Pourtant, l’activité en est une résolument estivale, affirme Jimmy Coll, propriétaire de la boutique Mon Vélo, à Baie-Comeau. La preuve: sur les 70 vélos à pneus surdimensionnés qu’il vend chaque année, une vingtaine le sont l’été, les acheteurs ayant l’objectif avoué d’aller rouler dans le coin. «Notre terrain de jeu est idéal. À marée basse, nous pouvons accéder à de nouveaux territoires par les plages des en virons», explique-t-il. Avis aux intéressés: le littoral de la Côte-Nord est parsemé de grèves tranquilles. Attention, toutefois, de ne pas rouler directement dans l’eau de mer: corrosion assurée.
Dominique Faure, copropriétaire de Spherik, constate le même phénomène: des fat bikes, il en vend désormais à l’année. Selon lui, le pendant estival du sport attire une clientèle fortement orientée vers la découverte, l’aventure et le plein air. «La façon de pédaler est plus récréative. Ce vélo polyvalent permet de rouler un peu partout, y compris dans les sentiers de vélo de montagne», décrit-il.

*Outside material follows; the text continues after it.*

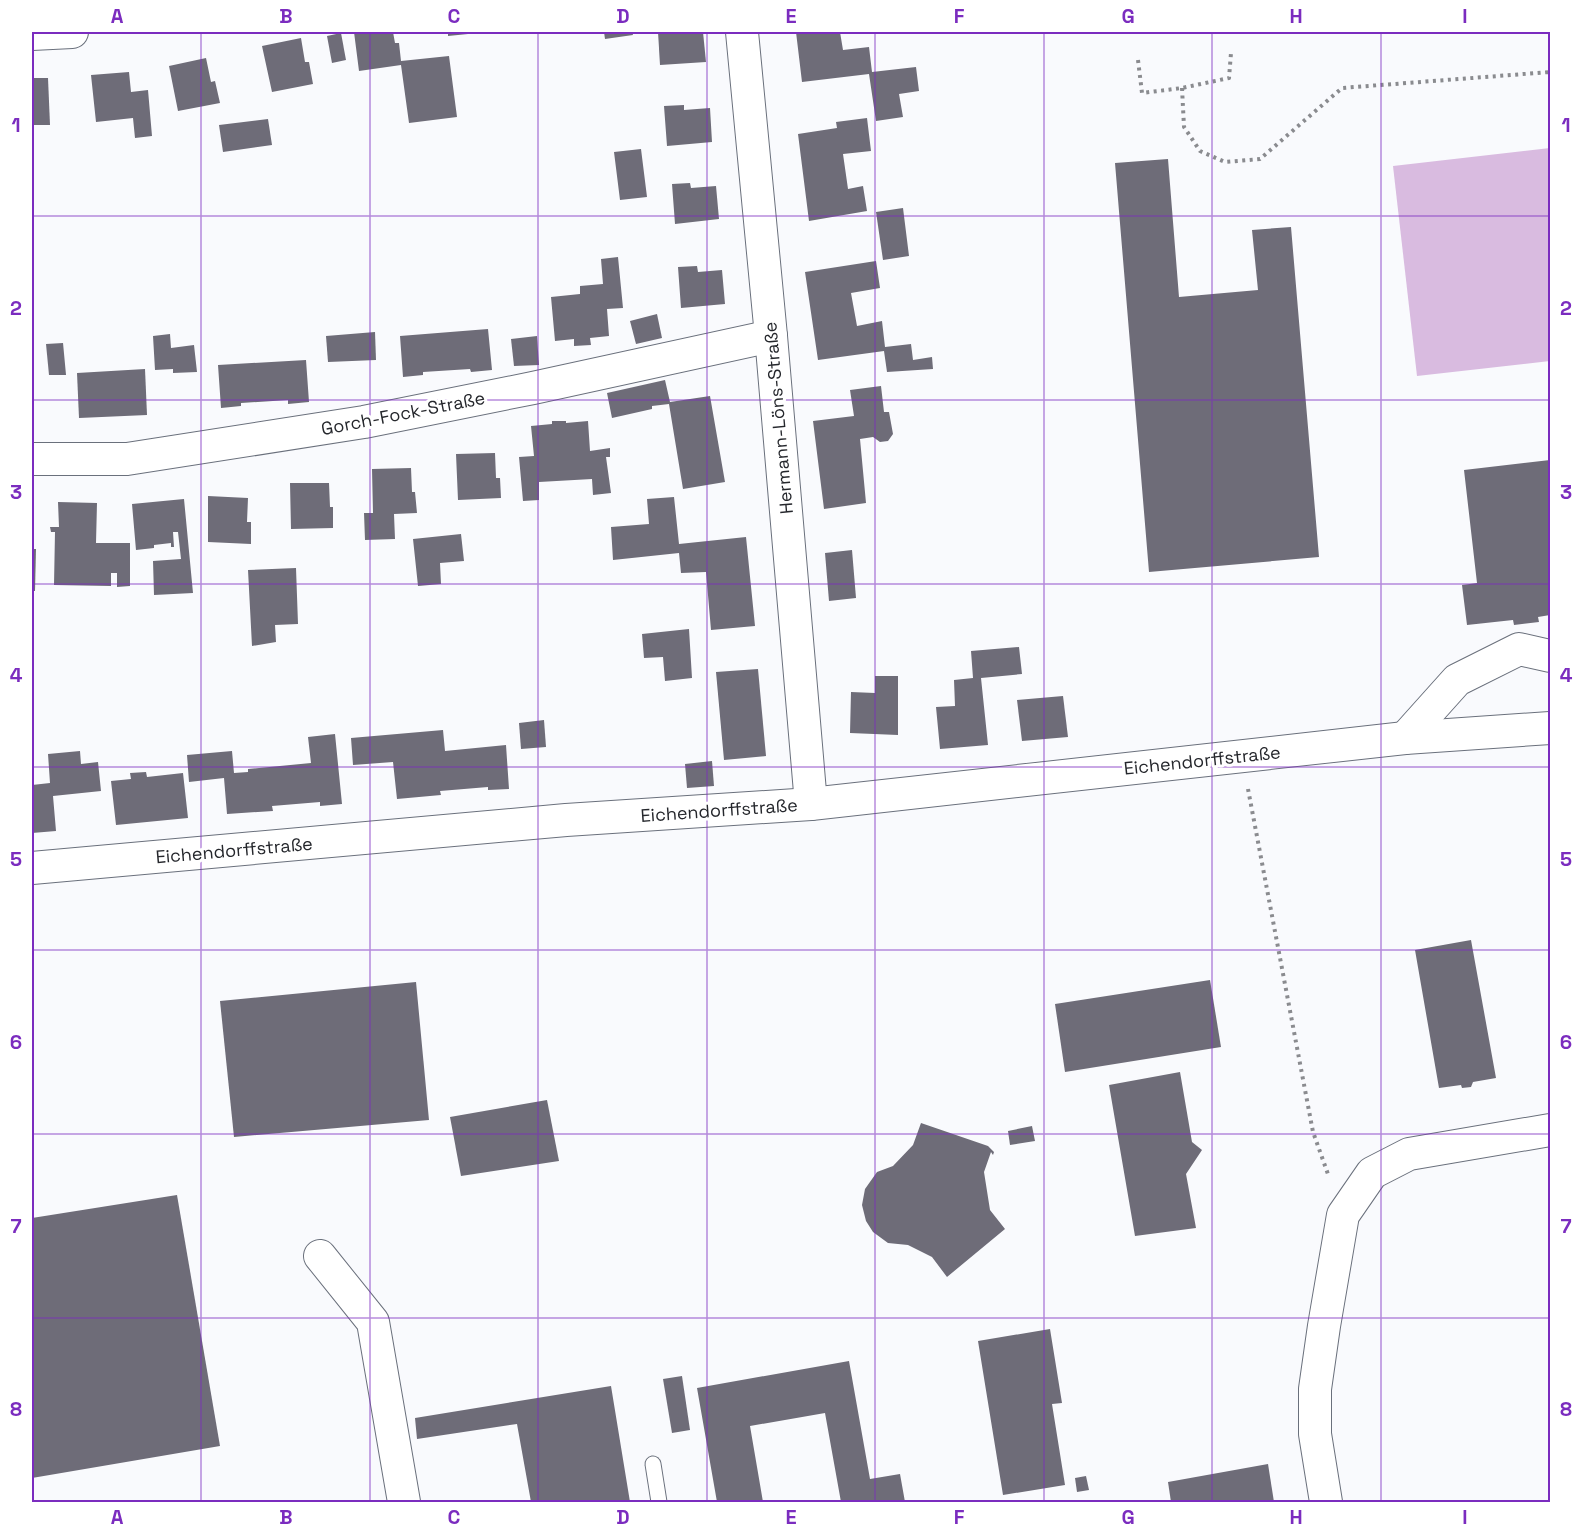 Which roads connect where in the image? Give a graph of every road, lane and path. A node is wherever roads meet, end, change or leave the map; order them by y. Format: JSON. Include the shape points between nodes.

D’ailleurs, lui-même est un fatteux de belle saison. Ses partenaires de selle: ses jeunes filles. «En tant que père de famille, je constate que c’est tout un défi de leur faire lâcher la tablette pour bouger. J’y arrive cependant avec le fat bike. Je vais rouler en leur compagnie le soir, après le travail. Elles trouvent ça facile à manier et en redemandent!» s’exclame-t-il.
Vélo passe-partout
Tony Charest a saisi très tôt le potentiel de la bécane dodue lors de la saison chaude. Depuis l’été dernier, le propriétaire de Zone Aventure, à Saint-Joseph-de-Kamouraska, dans le Bas-Saint-Laurent, les loue par bloc de trois heures, de demi-journée ou de journée complète. Seuls ou guidés, ses clients (une centaine en 2016) parcourent en tout ou en partie les 35 kilomètres que totalise son réseau de chemins forestiers balisés.
Racines mouillées, roches dissimulées, virages serrés, herbes hautes, champs sauvages, tourbières, sous-bois: peu importe le terrain, le VPS aplanit carrément les difficultés du parcours. Un atout pour sa clientèle hétéroclite. «Outre la surprise et la curiosité à la vue des fat bikes, c’est la facilité d’utilisation de ces derniers qui revient souvent dans les commentaires. Les gens ne s’attendent pas à ce que ce soit aussi manœuvrable et agréable», dit-il.
Ailleurs au Québec, les endroits où il est possible de fatter l’été se comptent sur le doigt d’une main: près de Montréal, le parc national d’Oka propose en location six fat bikes pour arpenter ses 11 kilomètres de plages attenantes au lac des Deux Montagnes. L’activité offerte depuis quatre ans ne sera toutefois pas étendue à d’autres établissements de la Sépaq.
La meilleure option reste donc de profiter des 300 kilomètres de grèves des îles de la Madeleine – plus que le nombre de kilomètres de route! Mario Poirier, qui envisage de doubler sa flotte de fat bikes de location cet été, vous y fera découvrir les charmes de ce bout de Québec échoué au beau milieu du golfe du Saint-Laurent. «On nous parle beaucoup de notre terrain de jeu, soulignet-il. C’est vrai qu’il est exceptionnel pour fatter.»